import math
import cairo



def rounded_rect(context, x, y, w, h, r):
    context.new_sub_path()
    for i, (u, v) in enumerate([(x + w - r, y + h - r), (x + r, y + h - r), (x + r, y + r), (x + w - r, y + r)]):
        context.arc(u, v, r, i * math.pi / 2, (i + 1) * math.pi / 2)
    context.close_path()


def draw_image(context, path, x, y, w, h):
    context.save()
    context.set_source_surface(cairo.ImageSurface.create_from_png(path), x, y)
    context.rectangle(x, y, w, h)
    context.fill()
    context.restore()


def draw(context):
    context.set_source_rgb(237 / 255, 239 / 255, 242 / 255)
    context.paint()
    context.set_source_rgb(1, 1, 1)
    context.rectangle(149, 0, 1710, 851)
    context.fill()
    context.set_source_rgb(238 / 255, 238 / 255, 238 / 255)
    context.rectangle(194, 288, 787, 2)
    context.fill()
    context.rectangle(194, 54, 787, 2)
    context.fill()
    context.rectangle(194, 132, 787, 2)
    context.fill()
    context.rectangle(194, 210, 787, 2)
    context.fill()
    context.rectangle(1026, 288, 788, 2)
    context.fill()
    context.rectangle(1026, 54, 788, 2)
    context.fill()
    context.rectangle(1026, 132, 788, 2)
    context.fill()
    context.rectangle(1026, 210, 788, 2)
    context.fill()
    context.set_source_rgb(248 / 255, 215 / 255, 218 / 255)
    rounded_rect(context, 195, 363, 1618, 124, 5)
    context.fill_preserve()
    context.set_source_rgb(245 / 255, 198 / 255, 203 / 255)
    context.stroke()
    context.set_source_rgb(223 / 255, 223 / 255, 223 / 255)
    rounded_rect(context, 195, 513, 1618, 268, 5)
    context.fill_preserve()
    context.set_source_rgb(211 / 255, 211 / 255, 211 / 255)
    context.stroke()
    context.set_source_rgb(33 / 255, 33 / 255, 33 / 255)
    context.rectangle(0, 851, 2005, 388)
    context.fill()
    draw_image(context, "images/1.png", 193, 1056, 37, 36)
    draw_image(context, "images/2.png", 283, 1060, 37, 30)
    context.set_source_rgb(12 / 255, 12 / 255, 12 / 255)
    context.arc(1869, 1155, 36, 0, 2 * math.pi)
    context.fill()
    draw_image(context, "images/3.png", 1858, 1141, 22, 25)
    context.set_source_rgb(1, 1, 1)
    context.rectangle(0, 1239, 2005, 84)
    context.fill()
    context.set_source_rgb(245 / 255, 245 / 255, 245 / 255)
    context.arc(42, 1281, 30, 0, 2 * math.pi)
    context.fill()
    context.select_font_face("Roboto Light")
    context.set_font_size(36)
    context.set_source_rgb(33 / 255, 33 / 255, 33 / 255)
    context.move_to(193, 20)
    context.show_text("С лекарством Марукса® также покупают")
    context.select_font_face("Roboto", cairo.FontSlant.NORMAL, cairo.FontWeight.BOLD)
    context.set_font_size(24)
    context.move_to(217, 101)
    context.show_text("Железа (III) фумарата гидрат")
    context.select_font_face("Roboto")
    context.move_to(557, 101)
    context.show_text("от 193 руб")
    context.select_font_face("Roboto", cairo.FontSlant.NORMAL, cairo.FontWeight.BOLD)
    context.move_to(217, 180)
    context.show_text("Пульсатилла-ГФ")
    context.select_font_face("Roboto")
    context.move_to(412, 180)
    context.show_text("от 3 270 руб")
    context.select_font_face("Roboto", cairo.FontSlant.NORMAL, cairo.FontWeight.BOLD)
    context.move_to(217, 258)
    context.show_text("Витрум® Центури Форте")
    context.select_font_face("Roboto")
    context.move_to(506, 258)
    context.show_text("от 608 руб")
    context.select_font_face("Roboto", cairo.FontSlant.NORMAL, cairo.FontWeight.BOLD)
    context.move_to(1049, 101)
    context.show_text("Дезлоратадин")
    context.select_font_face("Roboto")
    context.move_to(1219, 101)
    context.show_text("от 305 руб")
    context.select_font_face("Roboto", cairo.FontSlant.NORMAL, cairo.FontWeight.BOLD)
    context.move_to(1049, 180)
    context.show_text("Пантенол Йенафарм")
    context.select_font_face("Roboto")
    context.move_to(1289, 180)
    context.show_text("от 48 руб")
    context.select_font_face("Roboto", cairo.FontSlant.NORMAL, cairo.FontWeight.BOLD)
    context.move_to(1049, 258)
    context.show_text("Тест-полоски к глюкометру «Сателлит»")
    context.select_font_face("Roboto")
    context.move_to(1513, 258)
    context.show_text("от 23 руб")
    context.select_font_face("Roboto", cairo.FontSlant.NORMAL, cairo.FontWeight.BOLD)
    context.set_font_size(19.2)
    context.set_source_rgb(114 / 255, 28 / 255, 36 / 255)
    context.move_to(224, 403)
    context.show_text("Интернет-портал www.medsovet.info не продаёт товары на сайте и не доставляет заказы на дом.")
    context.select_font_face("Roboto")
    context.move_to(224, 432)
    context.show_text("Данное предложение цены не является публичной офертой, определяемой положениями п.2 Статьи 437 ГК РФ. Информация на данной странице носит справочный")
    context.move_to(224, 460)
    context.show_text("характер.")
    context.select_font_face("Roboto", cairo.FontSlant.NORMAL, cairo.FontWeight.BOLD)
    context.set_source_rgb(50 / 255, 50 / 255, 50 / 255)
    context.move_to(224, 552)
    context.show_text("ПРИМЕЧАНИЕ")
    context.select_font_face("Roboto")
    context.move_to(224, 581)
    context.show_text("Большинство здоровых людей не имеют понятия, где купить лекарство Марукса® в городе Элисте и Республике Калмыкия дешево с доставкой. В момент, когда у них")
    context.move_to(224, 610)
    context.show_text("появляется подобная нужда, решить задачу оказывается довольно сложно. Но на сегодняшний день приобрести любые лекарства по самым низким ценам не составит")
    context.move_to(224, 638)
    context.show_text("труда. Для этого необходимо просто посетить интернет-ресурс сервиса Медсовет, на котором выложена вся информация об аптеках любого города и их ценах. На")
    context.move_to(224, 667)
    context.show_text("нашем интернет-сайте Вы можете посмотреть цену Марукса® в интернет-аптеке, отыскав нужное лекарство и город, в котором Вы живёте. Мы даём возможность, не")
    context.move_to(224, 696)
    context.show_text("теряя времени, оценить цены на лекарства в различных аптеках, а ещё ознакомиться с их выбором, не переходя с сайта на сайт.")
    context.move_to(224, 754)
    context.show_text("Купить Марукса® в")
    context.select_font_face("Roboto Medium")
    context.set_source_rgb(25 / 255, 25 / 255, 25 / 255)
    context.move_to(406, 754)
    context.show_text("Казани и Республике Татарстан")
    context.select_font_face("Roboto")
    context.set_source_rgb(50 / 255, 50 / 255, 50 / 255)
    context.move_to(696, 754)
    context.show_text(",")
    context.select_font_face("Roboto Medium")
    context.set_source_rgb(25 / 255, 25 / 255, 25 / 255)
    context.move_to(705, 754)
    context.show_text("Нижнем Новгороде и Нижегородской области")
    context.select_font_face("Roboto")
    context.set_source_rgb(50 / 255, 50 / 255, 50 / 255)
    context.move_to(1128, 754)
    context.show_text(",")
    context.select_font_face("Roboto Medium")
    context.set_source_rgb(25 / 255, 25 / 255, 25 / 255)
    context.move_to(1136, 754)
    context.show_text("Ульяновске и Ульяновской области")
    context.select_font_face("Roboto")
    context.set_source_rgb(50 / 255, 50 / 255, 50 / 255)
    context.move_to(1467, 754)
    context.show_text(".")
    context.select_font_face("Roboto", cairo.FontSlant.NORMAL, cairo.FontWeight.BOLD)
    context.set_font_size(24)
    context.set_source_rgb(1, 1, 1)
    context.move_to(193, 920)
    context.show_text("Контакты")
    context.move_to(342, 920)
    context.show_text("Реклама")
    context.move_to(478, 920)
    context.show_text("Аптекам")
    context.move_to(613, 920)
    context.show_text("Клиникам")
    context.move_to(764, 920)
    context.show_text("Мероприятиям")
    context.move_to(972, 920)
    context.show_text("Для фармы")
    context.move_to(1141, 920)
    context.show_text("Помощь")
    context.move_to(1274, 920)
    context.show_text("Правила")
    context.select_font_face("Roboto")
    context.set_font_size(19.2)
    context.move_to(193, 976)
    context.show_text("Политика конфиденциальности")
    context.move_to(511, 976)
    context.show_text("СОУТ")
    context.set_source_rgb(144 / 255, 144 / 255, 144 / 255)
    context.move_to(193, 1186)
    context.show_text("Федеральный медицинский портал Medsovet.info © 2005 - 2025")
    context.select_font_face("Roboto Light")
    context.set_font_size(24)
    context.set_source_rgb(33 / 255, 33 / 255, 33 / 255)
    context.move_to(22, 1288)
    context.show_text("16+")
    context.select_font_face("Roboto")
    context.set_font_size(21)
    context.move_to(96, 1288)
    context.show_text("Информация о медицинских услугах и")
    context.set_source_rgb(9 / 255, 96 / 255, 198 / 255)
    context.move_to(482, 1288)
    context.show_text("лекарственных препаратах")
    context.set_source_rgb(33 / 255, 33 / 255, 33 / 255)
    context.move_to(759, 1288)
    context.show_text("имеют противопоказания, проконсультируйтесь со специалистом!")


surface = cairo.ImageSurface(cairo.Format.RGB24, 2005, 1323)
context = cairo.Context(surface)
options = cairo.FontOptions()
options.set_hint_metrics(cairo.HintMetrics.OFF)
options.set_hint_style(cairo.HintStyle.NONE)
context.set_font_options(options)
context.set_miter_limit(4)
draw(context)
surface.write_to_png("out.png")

^^^^

WHAT THE EXERCISE ASKS. From the entries above, return exactly the line containing "context.move_to(764, 920)", the line containing "context.move_to(193, 1186)", and all lines between, and nothing else.

EXERCISE ANSWER.
    context.move_to(764, 920)
    context.show_text("Мероприятиям")
    context.move_to(972, 920)
    context.show_text("Для фармы")
    context.move_to(1141, 920)
    context.show_text("Помощь")
    context.move_to(1274, 920)
    context.show_text("Правила")
    context.select_font_face("Roboto")
    context.set_font_size(19.2)
    context.move_to(193, 976)
    context.show_text("Политика конфиденциальности")
    context.move_to(511, 976)
    context.show_text("СОУТ")
    context.set_source_rgb(144 / 255, 144 / 255, 144 / 255)
    context.move_to(193, 1186)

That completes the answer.